This position is posted by Jobgether on behalf of a partner company. We are currently looking for a Site Reliability Engineer in India.
We are seeking a highly skilled Site Reliability Engineer to ensure the resilience, observability, and continuous improvement of disaster recovery environments. In this role, you will collaborate with cross-functional teams including DR architects, security, infrastructure, and engineering to define and maintain SLIs/SLOs, reduce operational toil, and drive platform reliability initiatives. You will lead chaos engineering exercises, implement automation for failover and recovery, and participate in failover/failback simulations to validate system robustness. This is an opportunity to work in a fast-paced, innovative environment, optimizing critical cloud infrastructure across Azure, AWS, and private cloud platforms while contributing directly to operational excellence. The role emphasizes proactive problem-solving, collaboration, and a strong focus on system performance and reliability.
Accountabilities
- Design, build, and maintain observability dashboards and proactive alerting systems for DR environments across multiple cloud platforms.
- Define and monitor Service Level Indicators (SLIs) and Error Budgets aligned with RPO/RTO targets.
- Collaborate on runbook automation, synthetic testing, and validation pipelines to ensure DR readiness.
- Lead chaos engineering exercises and game-day simulations to proactively identify system weaknesses.
- Conduct post-incident reviews, implement feedback loops, and manage automation backlog.
- Drive infrastructure as code (IaC) adoption and reliability improvements across platforms.
- Contribute to compliance reporting and performance monitoring for protected applications.
Requirements
- 5+ years of experience in SRE, DevOps, or Platform Engineering roles.
- Hands-on expertise with observability tools such as Grafana, Prometheus, Datadog, or Splunk.
- Experience defining and tracking SLIs/SLOs, error budgets, and availability dashboards.
- Proficiency in at least one scripting or programming language (Python, Bash, Go).
- Knowledge of disaster recovery principles, failover practices, and RPO/RTO objectives.
- Familiarity with IaC tools like Terraform, Ansible, or CloudFormation.
- Experience with CI/CD pipelines, automated testing, and cloud-native deployments (Azure or AWS).
- Strong problem-solving skills, collaboration, and cross-functional teamwork ability.

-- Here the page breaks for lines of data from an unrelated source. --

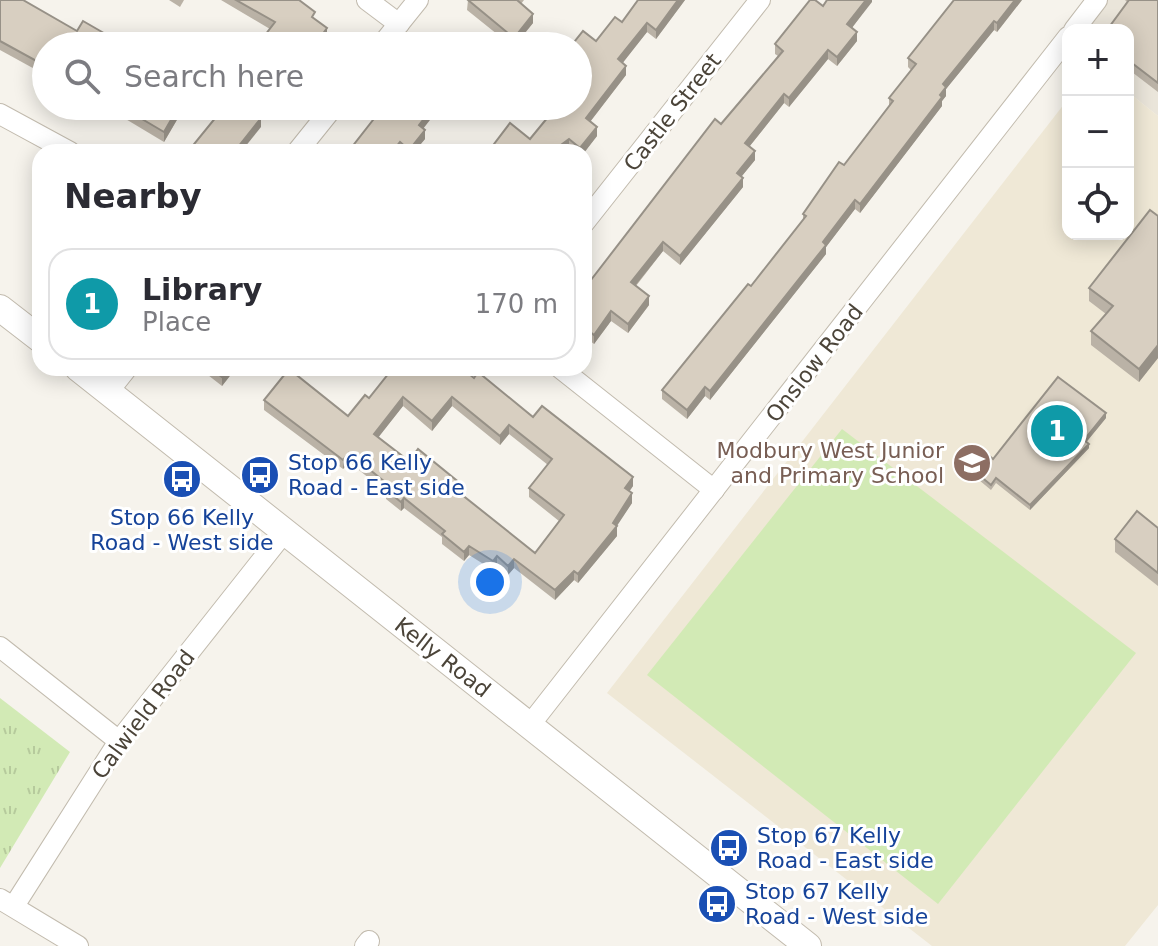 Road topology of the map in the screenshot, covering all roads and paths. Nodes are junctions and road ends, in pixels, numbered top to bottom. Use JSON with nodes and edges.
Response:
{"nodes":[{"id":1,"x":367,"y":0,"type":"edge"},
{"id":2,"x":418,"y":0,"type":"edge"},
{"id":3,"x":760,"y":0,"type":"edge"},
{"id":4,"x":1097,"y":0,"type":"edge"},
{"id":5,"x":399,"y":24,"type":"junction"},
{"id":6,"x":1079,"y":24,"type":"edge"},
{"id":7,"x":392,"y":32,"type":"edge"},
{"id":8,"x":1062,"y":45,"type":"edge"},
{"id":9,"x":0,"y":114,"type":"edge"},
{"id":10,"x":323,"y":120,"type":"edge"},
{"id":11,"x":55,"y":144,"type":"edge"},
{"id":12,"x":303,"y":144,"type":"edge"},
{"id":13,"x":592,"y":213,"type":"edge"},
{"id":14,"x":0,"y":308,"type":"edge"},
{"id":15,"x":32,"y":333,"type":"edge"},
{"id":16,"x":88,"y":376,"type":"edge"},
{"id":17,"x":121,"y":376,"type":"edge"},
{"id":18,"x":570,"y":376,"type":"edge"},
{"id":19,"x":108,"y":392,"type":"junction"},
{"id":20,"x":714,"y":490,"type":"junction"},
{"id":21,"x":285,"y":531,"type":"junction"},
{"id":22,"x":0,"y":647,"type":"edge"},
{"id":23,"x":529,"y":726,"type":"junction"},
{"id":24,"x":119,"y":741,"type":"junction"},
{"id":25,"x":7,"y":902,"type":"edge"},
{"id":26,"x":78,"y":946,"type":"edge"},
{"id":27,"x":808,"y":946,"type":"edge"}],
"edges":[{"from":1,"to":5,"type":"street"},
{"from":2,"to":5,"type":"street"},
{"from":3,"to":13,"type":"street","name":"Castle Street"},
{"from":4,"to":6,"type":"street"},
{"from":5,"to":7,"type":"street"},
{"from":8,"to":20,"type":"street","name":"Onslow Road"},
{"from":9,"to":11,"type":"street"},
{"from":10,"to":12,"type":"street"},
{"from":14,"to":15,"type":"street"},
{"from":16,"to":19,"type":"street","name":"Kelly Road"},
{"from":17,"to":19,"type":"street"},
{"from":18,"to":20,"type":"street"},
{"from":19,"to":21,"type":"street","name":"Kelly Road"},
{"from":20,"to":23,"type":"street","name":"Onslow Road"},
{"from":21,"to":23,"type":"street","name":"Kelly Road"},
{"from":21,"to":24,"type":"street","name":"Calwield Road"},
{"from":22,"to":24,"type":"street"},
{"from":23,"to":27,"type":"street","name":"Kelly Road"},
{"from":24,"to":25,"type":"street","name":"Calwield Road"},
{"from":25,"to":26,"type":"street"}]}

- Fluent in written and spoken English.
Nice to have: Experience with Zerto, Veeam, chaos engineering tools, Kubernetes, TISAX/ISO 27001 compliance, or platform reliability for mission-critical systems.
Benefits
- Remote work from India.
- Exposure to cutting-edge disaster recovery and cloud platform technologies.
- Opportunity to lead initiatives that improve system resilience and operational efficiency.
- Collaboration with cross-functional teams in a fast-paced, innovative environment.
- Professional development and upskilling opportunities.
- Competitive compensation package for contract duration.
Jobgether is a Talent Matching Platform that partners with companies worldwide to efficiently connect top talent with the right opportunities through AI-driven job matching.
When you apply, your profile goes through our AI-powered screening process designed to identify top talent efficiently and fairly.
🔍 Our AI evaluates your CV and LinkedIn profile thoroughly, analyzing your skills, experience, and achievements.
📊 It compares your profile to the job’s core requirements and past success factors to determine your match score.
🎯 Based on this analysis, we automatically shortlist the 3 candidates with the highest match to the role.
🧠 When necessary, our human team may perform an additional manual review to ensure no strong profile is missed.
The process is transparent, skills-based, and free of bias — focusing solely on your fit for the role.
Once the shortlist is completed, we share it directly with the company that owns the job opening. The final decision and next steps (such as interviews or additional assessments) are then made by their internal hiring team.